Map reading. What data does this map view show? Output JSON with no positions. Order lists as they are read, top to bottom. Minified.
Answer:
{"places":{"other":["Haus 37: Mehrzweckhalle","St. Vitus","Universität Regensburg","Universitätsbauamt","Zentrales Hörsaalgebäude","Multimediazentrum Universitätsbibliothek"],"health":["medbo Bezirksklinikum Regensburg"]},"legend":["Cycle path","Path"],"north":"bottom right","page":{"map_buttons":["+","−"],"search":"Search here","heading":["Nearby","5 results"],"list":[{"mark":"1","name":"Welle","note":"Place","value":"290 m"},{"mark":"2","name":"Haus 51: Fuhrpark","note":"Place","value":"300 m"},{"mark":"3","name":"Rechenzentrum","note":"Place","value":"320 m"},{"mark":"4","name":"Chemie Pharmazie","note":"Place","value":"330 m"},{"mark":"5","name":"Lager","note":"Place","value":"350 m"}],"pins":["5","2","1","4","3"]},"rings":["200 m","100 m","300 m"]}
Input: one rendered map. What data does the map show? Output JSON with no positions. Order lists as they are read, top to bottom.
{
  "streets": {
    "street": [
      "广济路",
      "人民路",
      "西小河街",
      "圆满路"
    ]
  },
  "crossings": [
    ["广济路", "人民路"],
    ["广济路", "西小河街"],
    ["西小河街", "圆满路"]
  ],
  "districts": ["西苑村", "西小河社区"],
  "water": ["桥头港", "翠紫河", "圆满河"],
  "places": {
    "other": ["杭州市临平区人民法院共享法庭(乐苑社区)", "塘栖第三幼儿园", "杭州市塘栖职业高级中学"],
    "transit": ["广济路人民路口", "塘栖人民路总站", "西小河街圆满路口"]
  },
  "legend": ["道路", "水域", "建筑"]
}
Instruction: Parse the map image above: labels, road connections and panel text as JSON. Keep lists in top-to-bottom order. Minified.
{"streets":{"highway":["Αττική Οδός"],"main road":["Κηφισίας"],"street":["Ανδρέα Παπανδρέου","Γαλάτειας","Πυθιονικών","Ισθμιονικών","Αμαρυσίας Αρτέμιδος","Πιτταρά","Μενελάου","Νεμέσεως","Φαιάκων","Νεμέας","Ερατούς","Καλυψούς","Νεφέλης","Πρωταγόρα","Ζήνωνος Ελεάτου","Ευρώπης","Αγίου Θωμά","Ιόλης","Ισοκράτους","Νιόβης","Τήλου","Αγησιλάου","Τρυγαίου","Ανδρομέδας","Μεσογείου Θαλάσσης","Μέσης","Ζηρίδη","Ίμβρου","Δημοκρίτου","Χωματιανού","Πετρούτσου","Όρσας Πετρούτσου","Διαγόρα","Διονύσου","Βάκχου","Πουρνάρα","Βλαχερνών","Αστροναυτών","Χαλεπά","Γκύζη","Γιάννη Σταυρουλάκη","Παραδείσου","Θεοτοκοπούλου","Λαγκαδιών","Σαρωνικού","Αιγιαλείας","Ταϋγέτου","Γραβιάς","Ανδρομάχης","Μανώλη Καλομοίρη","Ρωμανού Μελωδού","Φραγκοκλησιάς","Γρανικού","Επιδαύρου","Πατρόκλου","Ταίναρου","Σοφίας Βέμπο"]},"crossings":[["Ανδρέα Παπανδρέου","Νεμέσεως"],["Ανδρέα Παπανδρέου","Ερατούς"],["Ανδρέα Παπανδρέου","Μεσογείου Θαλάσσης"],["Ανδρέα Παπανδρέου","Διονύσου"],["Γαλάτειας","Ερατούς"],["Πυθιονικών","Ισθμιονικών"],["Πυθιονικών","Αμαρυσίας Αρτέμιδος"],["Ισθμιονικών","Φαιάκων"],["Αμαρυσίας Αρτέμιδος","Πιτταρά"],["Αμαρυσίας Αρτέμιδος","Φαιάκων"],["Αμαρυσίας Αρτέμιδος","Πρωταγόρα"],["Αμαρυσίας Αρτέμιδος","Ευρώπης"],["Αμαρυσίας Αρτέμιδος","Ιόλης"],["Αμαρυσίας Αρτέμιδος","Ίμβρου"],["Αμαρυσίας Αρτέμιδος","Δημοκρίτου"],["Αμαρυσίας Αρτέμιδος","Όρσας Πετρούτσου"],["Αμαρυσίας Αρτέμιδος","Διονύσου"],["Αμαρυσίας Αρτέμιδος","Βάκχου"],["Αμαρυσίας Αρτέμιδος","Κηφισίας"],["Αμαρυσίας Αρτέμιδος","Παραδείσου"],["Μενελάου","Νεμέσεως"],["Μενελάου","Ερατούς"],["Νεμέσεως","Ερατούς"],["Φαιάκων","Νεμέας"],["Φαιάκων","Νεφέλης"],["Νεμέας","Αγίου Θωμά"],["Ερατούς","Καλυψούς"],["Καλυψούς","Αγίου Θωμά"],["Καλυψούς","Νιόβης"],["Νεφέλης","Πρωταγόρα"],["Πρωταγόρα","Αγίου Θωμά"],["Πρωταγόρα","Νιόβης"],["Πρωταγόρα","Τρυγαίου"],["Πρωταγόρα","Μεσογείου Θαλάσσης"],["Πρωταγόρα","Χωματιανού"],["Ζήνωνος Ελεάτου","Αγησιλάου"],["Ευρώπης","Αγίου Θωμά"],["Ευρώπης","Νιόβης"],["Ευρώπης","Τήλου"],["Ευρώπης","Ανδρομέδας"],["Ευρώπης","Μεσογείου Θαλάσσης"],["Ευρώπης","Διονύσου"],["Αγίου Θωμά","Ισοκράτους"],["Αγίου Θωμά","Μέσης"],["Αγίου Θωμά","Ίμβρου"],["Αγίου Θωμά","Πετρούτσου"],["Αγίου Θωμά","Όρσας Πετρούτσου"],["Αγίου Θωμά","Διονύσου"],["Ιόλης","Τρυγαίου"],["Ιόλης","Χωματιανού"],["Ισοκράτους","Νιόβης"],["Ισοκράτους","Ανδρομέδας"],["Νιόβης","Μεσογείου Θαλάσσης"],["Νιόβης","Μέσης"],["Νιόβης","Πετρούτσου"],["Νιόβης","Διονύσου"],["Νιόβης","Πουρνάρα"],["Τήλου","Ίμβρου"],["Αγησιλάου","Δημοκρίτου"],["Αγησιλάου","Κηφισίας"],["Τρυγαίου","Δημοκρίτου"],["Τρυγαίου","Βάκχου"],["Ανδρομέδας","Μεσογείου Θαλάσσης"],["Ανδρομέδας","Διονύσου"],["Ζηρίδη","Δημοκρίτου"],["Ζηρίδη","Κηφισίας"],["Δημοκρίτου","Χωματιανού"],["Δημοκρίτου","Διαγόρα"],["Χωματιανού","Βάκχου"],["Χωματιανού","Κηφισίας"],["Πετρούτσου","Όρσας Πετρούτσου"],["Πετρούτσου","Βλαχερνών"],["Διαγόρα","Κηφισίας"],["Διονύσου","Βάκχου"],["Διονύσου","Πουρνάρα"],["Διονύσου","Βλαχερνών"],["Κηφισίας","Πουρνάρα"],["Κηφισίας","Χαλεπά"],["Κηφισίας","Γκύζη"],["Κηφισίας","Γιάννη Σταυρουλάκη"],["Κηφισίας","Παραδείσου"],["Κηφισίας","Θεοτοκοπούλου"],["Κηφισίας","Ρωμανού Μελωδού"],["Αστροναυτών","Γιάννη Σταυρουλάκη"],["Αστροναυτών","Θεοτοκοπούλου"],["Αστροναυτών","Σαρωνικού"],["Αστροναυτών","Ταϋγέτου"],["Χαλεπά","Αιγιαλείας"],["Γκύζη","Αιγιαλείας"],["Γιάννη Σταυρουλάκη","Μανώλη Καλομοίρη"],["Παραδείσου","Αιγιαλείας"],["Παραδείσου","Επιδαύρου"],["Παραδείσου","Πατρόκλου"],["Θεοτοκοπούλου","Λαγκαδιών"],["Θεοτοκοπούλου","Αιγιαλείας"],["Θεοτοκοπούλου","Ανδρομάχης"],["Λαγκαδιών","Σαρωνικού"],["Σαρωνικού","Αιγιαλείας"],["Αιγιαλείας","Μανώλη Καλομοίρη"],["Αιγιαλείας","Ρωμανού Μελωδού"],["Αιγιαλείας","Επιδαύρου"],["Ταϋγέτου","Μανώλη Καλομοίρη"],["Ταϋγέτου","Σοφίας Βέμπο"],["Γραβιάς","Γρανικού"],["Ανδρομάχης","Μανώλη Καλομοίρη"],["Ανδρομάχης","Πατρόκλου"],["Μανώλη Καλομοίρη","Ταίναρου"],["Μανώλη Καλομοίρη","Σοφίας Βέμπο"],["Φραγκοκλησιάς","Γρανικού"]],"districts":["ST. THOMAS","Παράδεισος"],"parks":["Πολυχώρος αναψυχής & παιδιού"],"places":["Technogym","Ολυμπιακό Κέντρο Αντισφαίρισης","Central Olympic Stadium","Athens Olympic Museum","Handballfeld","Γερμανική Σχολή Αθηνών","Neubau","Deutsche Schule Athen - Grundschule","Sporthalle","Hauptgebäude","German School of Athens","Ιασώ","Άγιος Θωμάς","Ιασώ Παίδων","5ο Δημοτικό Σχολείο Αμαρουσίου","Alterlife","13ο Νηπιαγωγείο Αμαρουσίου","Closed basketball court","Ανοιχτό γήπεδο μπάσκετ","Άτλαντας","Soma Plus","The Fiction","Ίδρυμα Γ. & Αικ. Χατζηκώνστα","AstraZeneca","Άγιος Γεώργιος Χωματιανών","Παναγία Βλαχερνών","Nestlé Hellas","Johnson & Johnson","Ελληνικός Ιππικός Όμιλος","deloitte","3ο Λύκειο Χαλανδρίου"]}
== == ==
• **EXERCISE**
Wherever the word "data" appears in the listing above, copy that line.

• **ANSWER SECTION**
Map reading. What data does this map view show? Output JSON with no positions. Order lists as they are read, top to bottom. Minified.
Input: one rendered map. What data does the map show? Output JSON with no positions. Order lists as they are read, top to bottom.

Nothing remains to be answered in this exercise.